- By Dan Becker
Al Davis the villain?
Al Davis was labeled a maverick and villain for the NFL. The Las Vegas Raiders late owner had a complicated legacy.
He was however an early champion of civil rights. As black history month is upon us let’s take a look back at Raiders history and their legacy in civil rights.
Al Davis took over as head coach and general manager of the then Oakland Raiders in 1963. He soon stood with his players in his very first season. An Exhibition game was scheduled to be played in 1963 between the Raiders and NY Jets in Mobile, Alabama.
The Ladd Memorial Stadium had segregated seating. 6 of his black players decided to boycott the game.
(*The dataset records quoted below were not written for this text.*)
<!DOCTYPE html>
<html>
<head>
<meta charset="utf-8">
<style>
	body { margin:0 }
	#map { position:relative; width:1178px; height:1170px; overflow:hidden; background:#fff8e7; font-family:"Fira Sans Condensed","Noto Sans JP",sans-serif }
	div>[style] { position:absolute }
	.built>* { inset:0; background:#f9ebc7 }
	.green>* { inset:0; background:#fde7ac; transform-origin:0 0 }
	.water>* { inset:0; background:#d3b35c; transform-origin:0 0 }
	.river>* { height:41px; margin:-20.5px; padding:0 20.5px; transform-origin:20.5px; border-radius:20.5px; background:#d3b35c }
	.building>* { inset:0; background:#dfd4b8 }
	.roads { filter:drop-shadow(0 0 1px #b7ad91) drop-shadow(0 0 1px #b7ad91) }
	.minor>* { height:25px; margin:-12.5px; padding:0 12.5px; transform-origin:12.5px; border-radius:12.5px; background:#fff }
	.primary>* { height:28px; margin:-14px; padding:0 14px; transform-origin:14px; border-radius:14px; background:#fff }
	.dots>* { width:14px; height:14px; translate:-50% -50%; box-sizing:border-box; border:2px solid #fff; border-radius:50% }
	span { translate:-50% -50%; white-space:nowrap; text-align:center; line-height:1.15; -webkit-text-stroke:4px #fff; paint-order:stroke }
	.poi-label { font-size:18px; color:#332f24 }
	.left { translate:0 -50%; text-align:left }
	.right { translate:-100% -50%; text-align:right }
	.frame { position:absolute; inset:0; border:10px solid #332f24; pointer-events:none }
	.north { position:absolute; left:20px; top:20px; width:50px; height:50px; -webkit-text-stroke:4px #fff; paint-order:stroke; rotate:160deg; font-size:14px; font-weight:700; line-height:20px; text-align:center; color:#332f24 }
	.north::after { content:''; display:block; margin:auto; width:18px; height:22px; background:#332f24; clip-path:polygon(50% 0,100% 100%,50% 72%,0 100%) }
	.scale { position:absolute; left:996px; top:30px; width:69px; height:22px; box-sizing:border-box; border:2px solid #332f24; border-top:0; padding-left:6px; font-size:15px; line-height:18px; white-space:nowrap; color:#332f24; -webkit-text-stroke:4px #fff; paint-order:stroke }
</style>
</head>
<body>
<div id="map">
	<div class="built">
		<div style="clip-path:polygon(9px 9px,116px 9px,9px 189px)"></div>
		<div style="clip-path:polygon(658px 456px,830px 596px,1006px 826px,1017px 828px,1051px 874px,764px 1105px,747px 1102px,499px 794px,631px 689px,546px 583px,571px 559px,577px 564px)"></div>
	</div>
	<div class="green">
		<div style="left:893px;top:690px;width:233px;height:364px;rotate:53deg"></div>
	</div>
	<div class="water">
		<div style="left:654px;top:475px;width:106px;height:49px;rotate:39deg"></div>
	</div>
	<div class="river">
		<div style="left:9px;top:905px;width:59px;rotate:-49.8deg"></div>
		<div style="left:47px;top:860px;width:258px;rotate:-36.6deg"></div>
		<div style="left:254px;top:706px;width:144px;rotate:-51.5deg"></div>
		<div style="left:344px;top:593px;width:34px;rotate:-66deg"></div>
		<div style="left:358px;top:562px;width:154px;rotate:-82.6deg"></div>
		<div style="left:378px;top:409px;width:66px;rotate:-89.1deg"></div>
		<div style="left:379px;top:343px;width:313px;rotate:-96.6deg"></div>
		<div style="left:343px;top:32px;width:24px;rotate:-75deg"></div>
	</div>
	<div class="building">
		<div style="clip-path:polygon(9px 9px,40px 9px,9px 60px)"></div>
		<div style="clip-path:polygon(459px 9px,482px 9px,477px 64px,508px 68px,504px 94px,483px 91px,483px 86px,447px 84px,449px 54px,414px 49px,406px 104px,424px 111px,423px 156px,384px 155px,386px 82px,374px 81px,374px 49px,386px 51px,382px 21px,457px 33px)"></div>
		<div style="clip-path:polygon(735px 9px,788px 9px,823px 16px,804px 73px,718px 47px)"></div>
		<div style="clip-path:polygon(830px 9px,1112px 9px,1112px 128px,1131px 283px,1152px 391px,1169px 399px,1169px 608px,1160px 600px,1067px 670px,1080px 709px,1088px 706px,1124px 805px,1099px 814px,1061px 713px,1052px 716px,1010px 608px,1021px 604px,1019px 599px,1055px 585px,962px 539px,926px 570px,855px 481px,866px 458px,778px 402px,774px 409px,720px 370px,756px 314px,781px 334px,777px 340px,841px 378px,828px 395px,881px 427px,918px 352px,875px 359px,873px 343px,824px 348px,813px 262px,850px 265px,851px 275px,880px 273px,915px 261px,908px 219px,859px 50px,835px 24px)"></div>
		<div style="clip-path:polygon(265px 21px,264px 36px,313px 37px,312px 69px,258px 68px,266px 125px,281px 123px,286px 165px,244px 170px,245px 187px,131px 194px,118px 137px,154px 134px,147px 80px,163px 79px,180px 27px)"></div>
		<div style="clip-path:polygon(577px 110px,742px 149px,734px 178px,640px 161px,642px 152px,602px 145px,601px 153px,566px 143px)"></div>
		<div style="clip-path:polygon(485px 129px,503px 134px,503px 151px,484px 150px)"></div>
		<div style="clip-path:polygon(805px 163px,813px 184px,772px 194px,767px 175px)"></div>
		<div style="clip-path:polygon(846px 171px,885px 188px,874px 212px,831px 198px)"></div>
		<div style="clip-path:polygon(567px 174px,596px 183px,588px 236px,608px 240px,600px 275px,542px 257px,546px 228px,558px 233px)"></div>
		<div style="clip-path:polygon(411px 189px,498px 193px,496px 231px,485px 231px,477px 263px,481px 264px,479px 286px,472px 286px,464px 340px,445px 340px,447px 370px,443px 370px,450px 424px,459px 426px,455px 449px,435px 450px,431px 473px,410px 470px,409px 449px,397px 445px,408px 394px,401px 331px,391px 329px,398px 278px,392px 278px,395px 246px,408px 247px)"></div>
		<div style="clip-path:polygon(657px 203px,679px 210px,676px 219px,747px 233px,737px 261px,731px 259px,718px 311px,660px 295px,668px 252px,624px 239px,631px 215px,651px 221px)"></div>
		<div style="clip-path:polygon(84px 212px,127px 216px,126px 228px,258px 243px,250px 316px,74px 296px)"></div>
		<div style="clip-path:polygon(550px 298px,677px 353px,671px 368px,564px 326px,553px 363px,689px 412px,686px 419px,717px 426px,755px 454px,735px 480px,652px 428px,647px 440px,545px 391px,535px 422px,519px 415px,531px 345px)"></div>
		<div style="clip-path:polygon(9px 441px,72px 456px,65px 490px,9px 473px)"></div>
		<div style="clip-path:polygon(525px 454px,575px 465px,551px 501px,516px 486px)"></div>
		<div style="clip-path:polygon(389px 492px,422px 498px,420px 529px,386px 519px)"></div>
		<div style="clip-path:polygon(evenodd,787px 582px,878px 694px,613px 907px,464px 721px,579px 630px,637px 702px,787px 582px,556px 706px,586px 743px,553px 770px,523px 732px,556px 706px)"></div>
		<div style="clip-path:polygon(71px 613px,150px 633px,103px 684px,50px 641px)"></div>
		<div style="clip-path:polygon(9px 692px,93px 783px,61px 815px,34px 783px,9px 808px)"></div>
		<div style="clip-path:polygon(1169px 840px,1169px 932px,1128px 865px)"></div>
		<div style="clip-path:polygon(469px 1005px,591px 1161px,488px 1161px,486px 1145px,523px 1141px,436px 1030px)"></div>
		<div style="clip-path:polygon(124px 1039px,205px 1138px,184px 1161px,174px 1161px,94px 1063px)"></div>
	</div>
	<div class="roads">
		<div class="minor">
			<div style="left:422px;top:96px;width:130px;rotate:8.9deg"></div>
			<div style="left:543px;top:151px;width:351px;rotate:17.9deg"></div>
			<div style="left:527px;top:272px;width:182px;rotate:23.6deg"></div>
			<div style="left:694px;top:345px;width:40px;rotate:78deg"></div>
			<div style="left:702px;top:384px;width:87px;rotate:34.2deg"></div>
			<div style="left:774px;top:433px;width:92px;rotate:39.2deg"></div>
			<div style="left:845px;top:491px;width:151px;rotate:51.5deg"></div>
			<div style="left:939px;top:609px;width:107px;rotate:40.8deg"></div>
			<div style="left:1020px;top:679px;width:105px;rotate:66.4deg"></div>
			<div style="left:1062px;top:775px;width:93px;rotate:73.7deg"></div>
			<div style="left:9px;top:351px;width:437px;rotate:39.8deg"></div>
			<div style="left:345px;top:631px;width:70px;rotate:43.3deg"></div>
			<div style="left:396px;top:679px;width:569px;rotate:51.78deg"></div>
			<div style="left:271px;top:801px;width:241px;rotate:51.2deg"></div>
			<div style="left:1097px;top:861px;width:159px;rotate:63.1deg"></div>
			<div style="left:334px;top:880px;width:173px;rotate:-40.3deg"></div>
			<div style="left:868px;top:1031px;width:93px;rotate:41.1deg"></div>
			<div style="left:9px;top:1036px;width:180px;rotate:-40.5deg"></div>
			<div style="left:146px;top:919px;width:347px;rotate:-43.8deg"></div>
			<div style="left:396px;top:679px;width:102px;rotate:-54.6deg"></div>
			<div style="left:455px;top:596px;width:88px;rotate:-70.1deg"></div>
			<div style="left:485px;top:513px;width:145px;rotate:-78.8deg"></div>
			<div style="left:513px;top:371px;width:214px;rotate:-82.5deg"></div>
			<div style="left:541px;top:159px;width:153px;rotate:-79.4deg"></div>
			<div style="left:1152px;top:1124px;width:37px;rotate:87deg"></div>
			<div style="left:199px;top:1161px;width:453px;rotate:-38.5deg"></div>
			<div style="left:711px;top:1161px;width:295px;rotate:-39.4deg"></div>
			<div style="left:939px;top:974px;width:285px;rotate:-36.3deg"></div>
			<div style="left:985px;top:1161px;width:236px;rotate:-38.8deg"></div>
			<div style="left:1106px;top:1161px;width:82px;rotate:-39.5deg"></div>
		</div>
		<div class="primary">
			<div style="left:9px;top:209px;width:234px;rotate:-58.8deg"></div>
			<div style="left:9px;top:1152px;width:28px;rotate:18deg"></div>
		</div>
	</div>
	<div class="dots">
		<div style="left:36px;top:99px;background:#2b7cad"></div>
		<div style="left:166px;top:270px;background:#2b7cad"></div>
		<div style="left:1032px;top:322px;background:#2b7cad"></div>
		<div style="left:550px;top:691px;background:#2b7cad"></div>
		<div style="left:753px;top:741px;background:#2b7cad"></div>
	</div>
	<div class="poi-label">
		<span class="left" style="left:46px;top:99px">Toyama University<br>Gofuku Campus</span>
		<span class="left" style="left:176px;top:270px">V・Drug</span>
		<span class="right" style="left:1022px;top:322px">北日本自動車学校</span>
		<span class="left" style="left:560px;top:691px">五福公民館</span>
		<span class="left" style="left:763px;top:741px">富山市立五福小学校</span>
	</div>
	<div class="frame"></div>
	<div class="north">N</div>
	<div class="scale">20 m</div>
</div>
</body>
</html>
Standing with his players, Davis forced the game to be moved Oakland.
In 1968, Davis choose to draft Eldridge Dickey who was the first black quarterback taken in the NFL Draft. Dickey played well in both the 1968 and 1969 preseasons paving the way for quarterbacks to follow.
In 1989, Davis perhaps changed the landscape of the NFL hiring the first black coach in the modern era in Art Shell. In 1990, Shell lead the Raiders to a birth in the AFC Championship Game.
One of the many slogans, Al Davis championed for the Raiders was “Commitment to Excellence”.
It seems he applied that off the field as well.